Convert problem to cvx

@Mark_L_Stone hi again, I have a new question that is related to this one. I need to add the constraint below to my cvx optimization. how can I add it to my code?

I want my cvx code to minimize the current problem that i mentioned above and it also shoud minimize the power in a way that 1/(bw.log2((1+power.gain)/bw(0.1+Interference)) is minimized too.
this is my current cvx code:

cvx_begin;
            variables bw(n) z(n);
            minimize(sum((z-bw)./gainofthisRRH));
            for i=1:n
              {a(i)*log(2),bw(i),z(i)} == exponential(1);
            end
            sum(bw) == maxbwofthisrrh;
            bw >= 0;
            cvx_end;
            bw = bw.';
         for i=1:n
              bandwidth(i)=max(0,bw(i));
         end 

is there any way to achieve this?

You seem to have some missing symbols in your additional objective, so I am not sure what it is, and whether it is convex and expressible in CVX.

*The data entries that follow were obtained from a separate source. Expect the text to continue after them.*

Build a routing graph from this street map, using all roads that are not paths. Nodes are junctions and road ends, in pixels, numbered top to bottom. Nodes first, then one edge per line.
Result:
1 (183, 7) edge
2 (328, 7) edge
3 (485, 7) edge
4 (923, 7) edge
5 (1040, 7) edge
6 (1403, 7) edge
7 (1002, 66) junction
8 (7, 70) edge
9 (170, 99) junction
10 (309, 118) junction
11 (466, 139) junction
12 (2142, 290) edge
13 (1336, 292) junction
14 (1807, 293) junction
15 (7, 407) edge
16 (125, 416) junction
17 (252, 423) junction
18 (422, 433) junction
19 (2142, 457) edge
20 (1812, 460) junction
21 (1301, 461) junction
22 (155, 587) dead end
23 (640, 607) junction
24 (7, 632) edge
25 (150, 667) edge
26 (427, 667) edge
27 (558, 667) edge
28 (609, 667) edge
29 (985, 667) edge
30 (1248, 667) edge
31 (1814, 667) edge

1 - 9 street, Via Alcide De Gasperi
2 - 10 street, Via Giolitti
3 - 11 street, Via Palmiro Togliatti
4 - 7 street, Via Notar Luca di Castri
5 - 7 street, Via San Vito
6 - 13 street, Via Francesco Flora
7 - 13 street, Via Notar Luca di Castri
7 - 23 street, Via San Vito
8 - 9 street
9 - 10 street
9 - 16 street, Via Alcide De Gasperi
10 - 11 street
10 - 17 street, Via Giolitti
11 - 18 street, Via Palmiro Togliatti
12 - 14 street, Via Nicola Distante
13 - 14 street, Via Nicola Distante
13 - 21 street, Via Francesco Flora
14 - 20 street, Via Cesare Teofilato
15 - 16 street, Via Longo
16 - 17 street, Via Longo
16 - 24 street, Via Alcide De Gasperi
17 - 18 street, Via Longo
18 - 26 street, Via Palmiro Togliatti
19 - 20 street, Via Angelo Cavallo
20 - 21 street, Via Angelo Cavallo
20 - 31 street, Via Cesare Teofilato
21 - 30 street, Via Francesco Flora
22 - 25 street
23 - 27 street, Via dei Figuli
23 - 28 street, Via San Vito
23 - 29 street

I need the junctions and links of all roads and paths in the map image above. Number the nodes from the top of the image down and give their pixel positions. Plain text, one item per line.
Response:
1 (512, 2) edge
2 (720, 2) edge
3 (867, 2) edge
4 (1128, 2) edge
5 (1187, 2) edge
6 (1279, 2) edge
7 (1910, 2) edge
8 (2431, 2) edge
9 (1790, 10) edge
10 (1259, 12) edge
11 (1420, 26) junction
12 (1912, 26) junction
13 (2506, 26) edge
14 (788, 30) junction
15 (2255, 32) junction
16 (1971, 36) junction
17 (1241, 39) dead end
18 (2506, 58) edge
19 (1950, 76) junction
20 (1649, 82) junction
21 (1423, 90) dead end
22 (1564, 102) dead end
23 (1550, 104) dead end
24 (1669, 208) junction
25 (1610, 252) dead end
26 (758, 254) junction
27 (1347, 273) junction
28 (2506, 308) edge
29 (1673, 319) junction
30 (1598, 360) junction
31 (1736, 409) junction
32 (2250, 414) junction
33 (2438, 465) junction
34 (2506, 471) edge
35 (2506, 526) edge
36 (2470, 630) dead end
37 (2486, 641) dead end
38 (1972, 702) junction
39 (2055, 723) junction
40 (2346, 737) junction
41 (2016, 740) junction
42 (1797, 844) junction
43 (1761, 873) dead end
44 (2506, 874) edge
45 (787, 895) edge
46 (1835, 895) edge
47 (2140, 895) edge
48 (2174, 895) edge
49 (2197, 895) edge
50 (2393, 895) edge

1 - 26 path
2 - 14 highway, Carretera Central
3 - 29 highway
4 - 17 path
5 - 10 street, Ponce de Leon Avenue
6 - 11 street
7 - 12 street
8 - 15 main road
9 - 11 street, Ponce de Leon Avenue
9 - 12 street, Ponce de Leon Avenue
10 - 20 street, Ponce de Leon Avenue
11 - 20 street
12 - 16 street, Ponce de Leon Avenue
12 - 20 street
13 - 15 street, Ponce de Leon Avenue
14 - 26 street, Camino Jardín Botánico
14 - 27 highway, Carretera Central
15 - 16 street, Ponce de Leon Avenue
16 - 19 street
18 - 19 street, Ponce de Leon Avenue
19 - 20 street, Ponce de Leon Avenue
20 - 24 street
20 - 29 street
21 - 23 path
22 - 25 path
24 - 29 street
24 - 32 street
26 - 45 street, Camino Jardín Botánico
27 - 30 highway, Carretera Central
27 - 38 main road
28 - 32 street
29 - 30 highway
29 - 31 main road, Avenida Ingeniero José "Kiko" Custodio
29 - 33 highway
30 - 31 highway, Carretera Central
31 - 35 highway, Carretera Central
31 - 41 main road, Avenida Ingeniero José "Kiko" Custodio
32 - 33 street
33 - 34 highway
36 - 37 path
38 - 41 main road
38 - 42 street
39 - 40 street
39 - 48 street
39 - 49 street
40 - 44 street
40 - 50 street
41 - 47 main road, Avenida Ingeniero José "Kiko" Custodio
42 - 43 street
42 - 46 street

Presuming that it is convex and expressible in CVX, either combine both objectives in a way which makes sense to you., such as a weighted sum, or minimize one of the objectives subject to an additional constraint that the other objective <= u, where u is a constant you choose. If u is too small, the problem might be infeasible. By varying u, you can map out an efficient frontier of optimal tradeoffs between the two objectives.

I actually made some changes to make it easier to solve. so I came up with adding the phrase below:

∑k∈Kn 1/(b(w).R(k,min))

to the previous one.
and b(w) is the same as the previous problem, and is the variable that I am looking for. and R(k,min) is the same R(k,min) in the previous problem, I mean currentUsersMinRate. so it’s and array in size of Kn

so I need to minimize this phrase:

+ ∑k∈Kn 1/(b(w).R(k,min))

what should I add to my CVX code?

I don’t understand what problem you want to solve. Do you want to add an additional term to your existing objective function? If so, can you write this new term in MATLAB, even if is not legal in CVX? Be sure to make clear what variables would be CVX (optimization) variables and what is input data. Also, use the same variable names as before for anything which is supposed to be the same variables as before. It might be best to show the complete program. At least that way we can see the problem you want to solve.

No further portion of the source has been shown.